Task to complete:
Those lines of the following listing which contain the string "color" should be returned.

Data:
· · · · ·
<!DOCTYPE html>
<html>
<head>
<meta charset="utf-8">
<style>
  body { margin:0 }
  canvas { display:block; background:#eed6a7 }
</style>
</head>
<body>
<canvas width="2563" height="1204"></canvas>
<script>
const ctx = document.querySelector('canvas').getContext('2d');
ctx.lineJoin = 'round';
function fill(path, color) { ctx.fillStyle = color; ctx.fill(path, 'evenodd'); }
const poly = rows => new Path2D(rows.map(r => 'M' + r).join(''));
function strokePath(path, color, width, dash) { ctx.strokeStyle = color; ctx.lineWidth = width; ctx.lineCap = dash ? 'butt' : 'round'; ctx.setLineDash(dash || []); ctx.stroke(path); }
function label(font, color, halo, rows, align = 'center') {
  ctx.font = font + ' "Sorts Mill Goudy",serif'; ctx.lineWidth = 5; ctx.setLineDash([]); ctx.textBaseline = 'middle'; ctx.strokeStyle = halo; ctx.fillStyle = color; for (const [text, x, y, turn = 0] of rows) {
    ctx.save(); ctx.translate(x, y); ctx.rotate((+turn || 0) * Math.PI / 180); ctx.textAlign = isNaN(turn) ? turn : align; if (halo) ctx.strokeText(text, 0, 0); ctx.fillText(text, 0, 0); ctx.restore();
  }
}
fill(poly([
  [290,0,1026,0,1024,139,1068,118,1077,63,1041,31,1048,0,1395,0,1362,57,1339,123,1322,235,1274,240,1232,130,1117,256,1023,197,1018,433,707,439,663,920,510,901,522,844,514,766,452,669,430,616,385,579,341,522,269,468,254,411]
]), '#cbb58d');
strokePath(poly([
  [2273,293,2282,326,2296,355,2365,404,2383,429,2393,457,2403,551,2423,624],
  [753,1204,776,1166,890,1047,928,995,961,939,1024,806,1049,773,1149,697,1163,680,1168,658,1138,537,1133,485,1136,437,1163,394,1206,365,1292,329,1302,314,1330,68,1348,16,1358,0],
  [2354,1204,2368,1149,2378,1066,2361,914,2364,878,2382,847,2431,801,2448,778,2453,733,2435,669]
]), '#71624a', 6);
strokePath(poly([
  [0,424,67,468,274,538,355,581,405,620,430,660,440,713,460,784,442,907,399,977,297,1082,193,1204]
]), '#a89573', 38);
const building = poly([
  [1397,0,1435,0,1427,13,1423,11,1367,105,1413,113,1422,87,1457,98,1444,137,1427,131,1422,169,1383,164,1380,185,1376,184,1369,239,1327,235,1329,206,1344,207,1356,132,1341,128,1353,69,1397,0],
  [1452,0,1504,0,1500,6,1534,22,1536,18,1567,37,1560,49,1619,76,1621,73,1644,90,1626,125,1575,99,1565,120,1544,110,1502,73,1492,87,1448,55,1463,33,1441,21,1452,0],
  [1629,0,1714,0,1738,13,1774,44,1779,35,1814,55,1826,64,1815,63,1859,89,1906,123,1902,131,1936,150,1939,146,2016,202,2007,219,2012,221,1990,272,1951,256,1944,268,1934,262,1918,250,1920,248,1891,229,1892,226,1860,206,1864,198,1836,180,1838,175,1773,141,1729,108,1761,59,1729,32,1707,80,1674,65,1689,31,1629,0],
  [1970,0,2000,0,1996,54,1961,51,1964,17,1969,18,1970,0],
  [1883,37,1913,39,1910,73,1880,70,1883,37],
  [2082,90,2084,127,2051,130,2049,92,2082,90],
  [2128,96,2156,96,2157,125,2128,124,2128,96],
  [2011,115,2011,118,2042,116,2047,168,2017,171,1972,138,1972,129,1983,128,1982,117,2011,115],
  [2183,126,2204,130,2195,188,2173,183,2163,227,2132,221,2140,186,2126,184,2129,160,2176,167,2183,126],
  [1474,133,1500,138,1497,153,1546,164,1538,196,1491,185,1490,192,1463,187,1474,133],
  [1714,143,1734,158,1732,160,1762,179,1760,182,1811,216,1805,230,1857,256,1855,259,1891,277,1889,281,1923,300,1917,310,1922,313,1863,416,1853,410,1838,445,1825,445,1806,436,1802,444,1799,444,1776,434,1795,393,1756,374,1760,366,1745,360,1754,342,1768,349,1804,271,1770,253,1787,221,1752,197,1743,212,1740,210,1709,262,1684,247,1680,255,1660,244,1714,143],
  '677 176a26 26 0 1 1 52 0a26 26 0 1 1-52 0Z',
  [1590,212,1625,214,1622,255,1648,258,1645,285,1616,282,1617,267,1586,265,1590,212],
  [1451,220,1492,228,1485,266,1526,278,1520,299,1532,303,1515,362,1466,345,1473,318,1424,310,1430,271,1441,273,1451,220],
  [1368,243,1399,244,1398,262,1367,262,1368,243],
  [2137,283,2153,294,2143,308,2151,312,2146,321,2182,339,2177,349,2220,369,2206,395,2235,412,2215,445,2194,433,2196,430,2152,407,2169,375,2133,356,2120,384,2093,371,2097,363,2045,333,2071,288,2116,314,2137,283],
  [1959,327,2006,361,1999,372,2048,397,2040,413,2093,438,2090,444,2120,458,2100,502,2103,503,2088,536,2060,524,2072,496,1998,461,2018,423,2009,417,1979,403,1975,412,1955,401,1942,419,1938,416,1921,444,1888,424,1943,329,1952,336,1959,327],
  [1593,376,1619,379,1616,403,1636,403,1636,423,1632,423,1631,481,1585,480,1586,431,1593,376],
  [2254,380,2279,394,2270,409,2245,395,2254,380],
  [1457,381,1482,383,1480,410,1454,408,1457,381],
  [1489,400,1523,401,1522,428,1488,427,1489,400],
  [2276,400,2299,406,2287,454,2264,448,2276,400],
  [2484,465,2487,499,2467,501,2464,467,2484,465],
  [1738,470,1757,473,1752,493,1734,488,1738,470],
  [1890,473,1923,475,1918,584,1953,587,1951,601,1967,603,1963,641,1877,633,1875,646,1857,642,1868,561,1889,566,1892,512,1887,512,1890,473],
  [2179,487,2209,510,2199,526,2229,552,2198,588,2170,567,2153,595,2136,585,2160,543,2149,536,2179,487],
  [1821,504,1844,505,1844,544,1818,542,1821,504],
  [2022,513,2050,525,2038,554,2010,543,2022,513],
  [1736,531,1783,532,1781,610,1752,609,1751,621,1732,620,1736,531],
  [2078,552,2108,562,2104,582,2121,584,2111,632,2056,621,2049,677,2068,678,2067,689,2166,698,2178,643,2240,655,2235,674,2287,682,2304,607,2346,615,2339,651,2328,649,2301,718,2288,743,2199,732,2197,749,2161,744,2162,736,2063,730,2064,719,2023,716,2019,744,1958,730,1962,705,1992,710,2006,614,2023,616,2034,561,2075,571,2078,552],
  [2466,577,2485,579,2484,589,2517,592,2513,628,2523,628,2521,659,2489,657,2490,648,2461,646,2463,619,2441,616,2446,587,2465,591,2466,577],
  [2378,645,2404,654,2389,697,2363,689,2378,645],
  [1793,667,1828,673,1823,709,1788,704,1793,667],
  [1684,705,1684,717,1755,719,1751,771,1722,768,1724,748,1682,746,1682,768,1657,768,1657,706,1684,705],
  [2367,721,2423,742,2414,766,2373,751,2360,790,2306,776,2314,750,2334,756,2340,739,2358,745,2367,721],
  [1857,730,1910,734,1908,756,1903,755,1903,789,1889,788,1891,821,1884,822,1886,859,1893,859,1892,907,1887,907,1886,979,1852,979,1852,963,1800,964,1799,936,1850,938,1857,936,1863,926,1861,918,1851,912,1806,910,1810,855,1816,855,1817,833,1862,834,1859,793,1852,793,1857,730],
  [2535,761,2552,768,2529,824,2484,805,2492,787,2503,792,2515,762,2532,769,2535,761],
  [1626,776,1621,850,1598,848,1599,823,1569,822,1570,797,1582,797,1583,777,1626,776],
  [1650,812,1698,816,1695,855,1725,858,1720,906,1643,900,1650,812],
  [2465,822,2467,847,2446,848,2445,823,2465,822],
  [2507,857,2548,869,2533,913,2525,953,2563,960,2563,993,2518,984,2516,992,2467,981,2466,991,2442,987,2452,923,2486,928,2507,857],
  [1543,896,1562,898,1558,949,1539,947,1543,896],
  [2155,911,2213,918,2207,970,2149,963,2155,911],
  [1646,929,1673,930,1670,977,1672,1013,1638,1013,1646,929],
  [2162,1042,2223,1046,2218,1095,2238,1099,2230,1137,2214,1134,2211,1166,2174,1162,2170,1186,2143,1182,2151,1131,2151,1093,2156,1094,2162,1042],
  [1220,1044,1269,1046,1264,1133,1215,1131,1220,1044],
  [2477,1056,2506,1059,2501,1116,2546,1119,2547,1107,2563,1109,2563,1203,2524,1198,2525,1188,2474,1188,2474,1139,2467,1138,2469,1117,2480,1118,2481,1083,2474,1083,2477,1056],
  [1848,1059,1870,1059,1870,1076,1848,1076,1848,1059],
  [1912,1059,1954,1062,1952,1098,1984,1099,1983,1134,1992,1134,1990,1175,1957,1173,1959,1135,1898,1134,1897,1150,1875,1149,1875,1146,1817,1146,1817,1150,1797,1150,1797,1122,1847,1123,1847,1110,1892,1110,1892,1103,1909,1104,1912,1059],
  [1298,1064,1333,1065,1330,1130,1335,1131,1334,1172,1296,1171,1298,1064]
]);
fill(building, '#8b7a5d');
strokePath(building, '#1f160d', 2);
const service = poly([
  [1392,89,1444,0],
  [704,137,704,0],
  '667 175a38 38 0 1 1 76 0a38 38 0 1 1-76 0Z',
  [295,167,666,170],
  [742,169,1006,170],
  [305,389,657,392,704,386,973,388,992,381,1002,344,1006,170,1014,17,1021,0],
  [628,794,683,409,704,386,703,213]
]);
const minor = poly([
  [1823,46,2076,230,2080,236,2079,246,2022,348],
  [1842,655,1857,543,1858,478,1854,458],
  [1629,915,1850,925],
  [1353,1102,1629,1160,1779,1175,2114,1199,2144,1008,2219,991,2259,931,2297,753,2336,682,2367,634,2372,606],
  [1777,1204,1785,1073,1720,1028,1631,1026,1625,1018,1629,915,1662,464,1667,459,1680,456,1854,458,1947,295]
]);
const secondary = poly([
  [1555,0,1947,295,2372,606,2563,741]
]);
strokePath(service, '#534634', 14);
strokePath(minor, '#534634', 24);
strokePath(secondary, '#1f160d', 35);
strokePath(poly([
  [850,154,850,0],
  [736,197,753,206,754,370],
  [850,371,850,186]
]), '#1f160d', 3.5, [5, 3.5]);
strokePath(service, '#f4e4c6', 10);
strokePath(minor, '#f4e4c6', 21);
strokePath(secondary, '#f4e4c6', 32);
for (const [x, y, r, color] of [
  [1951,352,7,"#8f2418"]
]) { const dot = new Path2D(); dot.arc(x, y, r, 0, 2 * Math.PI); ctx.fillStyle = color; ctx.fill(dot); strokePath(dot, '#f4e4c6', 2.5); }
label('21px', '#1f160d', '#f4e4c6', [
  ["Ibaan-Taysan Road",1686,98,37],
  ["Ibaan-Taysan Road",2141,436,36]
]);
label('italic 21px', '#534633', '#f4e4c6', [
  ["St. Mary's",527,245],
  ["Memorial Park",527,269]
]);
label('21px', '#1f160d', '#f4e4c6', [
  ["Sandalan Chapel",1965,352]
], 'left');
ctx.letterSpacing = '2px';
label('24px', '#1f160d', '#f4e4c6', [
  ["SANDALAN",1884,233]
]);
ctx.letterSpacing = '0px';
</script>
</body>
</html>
· · · · ·
Answer section:
function fill(path, color) { ctx.fillStyle = color; ctx.fill(path, 'evenodd'); }
function strokePath(path, color, width, dash) { ctx.strokeStyle = color; ctx.lineWidth = width; ctx.lineCap = dash ? 'butt' : 'round'; ctx.setLineDash(dash || []); ctx.stroke(path); }
function label(font, color, halo, rows, align = 'center') {
  ctx.font = font + ' "Sorts Mill Goudy",serif'; ctx.lineWidth = 5; ctx.setLineDash([]); ctx.textBaseline = 'middle'; ctx.strokeStyle = halo; ctx.fillStyle = color; for (const [text, x, y, turn = 0] of rows) {
for (const [x, y, r, color] of [
]) { const dot = new Path2D(); dot.arc(x, y, r, 0, 2 * Math.PI); ctx.fillStyle = color; ctx.fill(dot); strokePath(dot, '#f4e4c6', 2.5); }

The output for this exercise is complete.